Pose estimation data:
====
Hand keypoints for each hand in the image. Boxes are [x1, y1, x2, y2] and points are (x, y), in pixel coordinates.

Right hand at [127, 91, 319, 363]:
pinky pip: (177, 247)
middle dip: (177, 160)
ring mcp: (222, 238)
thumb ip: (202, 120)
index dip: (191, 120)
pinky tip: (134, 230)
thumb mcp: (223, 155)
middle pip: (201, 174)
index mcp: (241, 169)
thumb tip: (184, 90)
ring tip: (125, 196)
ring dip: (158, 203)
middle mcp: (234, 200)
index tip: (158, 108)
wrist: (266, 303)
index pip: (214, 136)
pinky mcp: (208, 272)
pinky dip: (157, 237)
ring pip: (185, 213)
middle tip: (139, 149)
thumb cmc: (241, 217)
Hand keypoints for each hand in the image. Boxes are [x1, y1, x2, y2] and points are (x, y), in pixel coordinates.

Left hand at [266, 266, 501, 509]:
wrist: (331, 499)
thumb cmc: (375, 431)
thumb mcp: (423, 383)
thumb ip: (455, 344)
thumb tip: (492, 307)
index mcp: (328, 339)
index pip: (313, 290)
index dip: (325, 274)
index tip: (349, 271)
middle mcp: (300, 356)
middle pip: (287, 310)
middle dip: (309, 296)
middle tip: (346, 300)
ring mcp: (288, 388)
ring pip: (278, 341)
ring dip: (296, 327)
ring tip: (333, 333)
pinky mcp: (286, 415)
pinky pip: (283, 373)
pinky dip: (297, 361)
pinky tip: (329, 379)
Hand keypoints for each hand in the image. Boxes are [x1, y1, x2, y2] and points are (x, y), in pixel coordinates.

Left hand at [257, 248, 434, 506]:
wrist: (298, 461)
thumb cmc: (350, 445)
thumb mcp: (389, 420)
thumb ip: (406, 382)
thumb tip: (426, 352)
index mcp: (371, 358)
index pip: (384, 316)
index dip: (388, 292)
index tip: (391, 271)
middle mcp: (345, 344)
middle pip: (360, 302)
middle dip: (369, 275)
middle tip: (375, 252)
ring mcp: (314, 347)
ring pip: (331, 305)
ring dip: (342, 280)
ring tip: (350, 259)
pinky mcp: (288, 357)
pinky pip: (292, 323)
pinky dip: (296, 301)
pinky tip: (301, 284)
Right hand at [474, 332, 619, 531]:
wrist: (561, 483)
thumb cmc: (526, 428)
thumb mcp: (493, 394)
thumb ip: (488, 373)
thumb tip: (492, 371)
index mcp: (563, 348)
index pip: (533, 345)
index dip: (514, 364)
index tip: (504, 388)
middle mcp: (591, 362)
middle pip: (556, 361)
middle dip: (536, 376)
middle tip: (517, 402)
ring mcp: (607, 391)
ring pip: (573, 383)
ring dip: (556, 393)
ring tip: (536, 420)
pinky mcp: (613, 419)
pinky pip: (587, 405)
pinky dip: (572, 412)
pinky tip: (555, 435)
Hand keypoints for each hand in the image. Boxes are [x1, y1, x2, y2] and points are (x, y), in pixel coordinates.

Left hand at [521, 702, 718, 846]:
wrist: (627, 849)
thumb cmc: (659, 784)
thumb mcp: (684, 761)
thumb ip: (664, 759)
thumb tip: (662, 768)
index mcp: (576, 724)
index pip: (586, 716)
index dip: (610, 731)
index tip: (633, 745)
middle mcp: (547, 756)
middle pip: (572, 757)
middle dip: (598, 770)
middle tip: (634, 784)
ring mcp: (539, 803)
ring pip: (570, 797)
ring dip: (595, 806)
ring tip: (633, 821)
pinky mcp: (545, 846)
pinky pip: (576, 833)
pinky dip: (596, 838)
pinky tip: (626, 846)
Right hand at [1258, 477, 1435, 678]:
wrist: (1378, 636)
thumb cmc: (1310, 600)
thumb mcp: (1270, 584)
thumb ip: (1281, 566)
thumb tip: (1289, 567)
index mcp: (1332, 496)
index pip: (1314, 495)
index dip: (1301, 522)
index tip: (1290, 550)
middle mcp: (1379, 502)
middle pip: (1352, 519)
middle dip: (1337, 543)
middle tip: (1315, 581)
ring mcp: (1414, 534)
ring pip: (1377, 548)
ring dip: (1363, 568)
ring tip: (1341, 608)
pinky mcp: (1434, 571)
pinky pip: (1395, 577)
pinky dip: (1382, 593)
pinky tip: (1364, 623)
====
◆ **TASK STATEMENT**
Each entry in the data should be restated exactly as it was written.

◆ **EXERCISE RESULT**
Hand keypoints for each hand in the image. Boxes are [x1, y1, x2, y2] and points are (x, y), in pixel coordinates.

Right hand at [127, 91, 319, 363]:
pinky pip: (177, 247)
middle dip: (177, 160)
ring mcp: (222, 238)
thumb ip: (202, 120)
index dip: (191, 120)
pinky tip: (134, 230)
thumb mcp: (223, 155)
middle pip: (201, 174)
index mcp: (241, 169)
thumb tip: (184, 90)
ring tip: (125, 196)
ring dip: (158, 203)
middle mcp: (234, 200)
index tip: (158, 108)
wrist: (266, 303)
index pip: (214, 136)
pinky mcp: (208, 272)
pinky dip: (157, 237)
ring pip: (185, 213)
middle tip: (139, 149)
thumb cmc: (241, 217)
Hand keypoints for each hand in the image. Boxes are [x1, y1, x2, y2] and points are (x, y), in pixel coordinates.

Left hand at [266, 266, 501, 509]:
wrist: (331, 499)
thumb cmc: (375, 431)
thumb mcp: (423, 383)
thumb ip: (455, 344)
thumb tip: (492, 307)
index mcp: (328, 339)
index pip: (313, 290)
index dip: (325, 274)
index tip: (349, 271)
middle mcp: (300, 356)
middle pip: (287, 310)
middle dip: (309, 296)
middle tip: (346, 300)
ring mcp: (288, 388)
ring pip: (278, 341)
ring dip: (296, 327)
ring tip: (333, 333)
pinky mcp: (286, 415)
pinky pip: (283, 373)
pinky dip: (297, 361)
pinky tip: (329, 379)
Hand keypoints for each hand in the image. Boxes are [x1, y1, x2, y2] and points are (x, y), in pixel coordinates.

Left hand at [257, 248, 434, 506]:
wrist: (298, 461)
thumb cmc: (350, 445)
thumb mcp: (389, 420)
thumb ip: (406, 382)
thumb tip: (426, 352)
index mcp: (371, 358)
index pip: (384, 316)
index dip: (388, 292)
index tip: (391, 271)
middle mcp: (345, 344)
middle pip: (360, 302)
middle dip: (369, 275)
middle tip: (375, 252)
ring mcp: (314, 347)
ring pip: (331, 305)
ring dip: (342, 280)
ring tip: (350, 259)
pinky mcp: (288, 357)
pinky pip: (292, 323)
pinky dip: (296, 301)
pinky tip: (301, 284)
Right hand at [474, 332, 619, 531]:
wrist: (561, 483)
thumb cmc: (526, 428)
thumb mcp: (493, 394)
thumb ip: (488, 373)
thumb tip: (492, 371)
index mcp: (563, 348)
index pip: (533, 345)
index dip: (514, 364)
index tip: (504, 388)
middle mcp: (591, 362)
middle pip: (556, 361)
middle dip: (536, 376)
middle tip: (517, 402)
ring mcp: (607, 391)
ring pip: (573, 383)
ring dip: (556, 393)
ring tip: (536, 420)
pinky mcp: (613, 419)
pinky pip: (587, 405)
pinky dip: (572, 412)
pinky tip: (555, 435)
Hand keypoints for each hand in the image. Boxes are [x1, y1, x2, y2] and points are (x, y), in pixel coordinates.

Left hand at [521, 702, 718, 846]:
wrist: (627, 849)
thumb cmc: (659, 784)
thumb mcp: (684, 761)
thumb ip: (664, 759)
thumb tip: (662, 768)
index mcp: (576, 724)
index pip: (586, 716)
index dip: (610, 731)
index tip: (633, 745)
middle mcp: (547, 756)
middle pip: (572, 757)
middle dip: (598, 770)
middle tip: (634, 784)
ring mcp: (539, 803)
ring pip: (570, 797)
ring dip: (595, 806)
ring tip: (633, 821)
pinky mcp: (545, 846)
pinky pip: (576, 833)
pinky dip: (596, 838)
pinky tip: (626, 846)
Right hand at [1258, 477, 1435, 678]:
wrist: (1378, 636)
thumb cmc: (1310, 600)
thumb mcp: (1270, 584)
thumb ip: (1281, 566)
thumb tip: (1289, 567)
index mcp: (1332, 496)
index pip: (1314, 495)
index dip: (1301, 522)
index tip: (1290, 550)
middle mcp: (1379, 502)
middle pip: (1352, 519)
middle dip: (1337, 543)
middle tip: (1315, 581)
ring mcp: (1414, 534)
ring pip: (1377, 548)
ring dip: (1363, 568)
ring tip: (1341, 608)
pinky mcp: (1434, 571)
pinky pip: (1395, 577)
pinky dip: (1382, 593)
pinky tip: (1364, 623)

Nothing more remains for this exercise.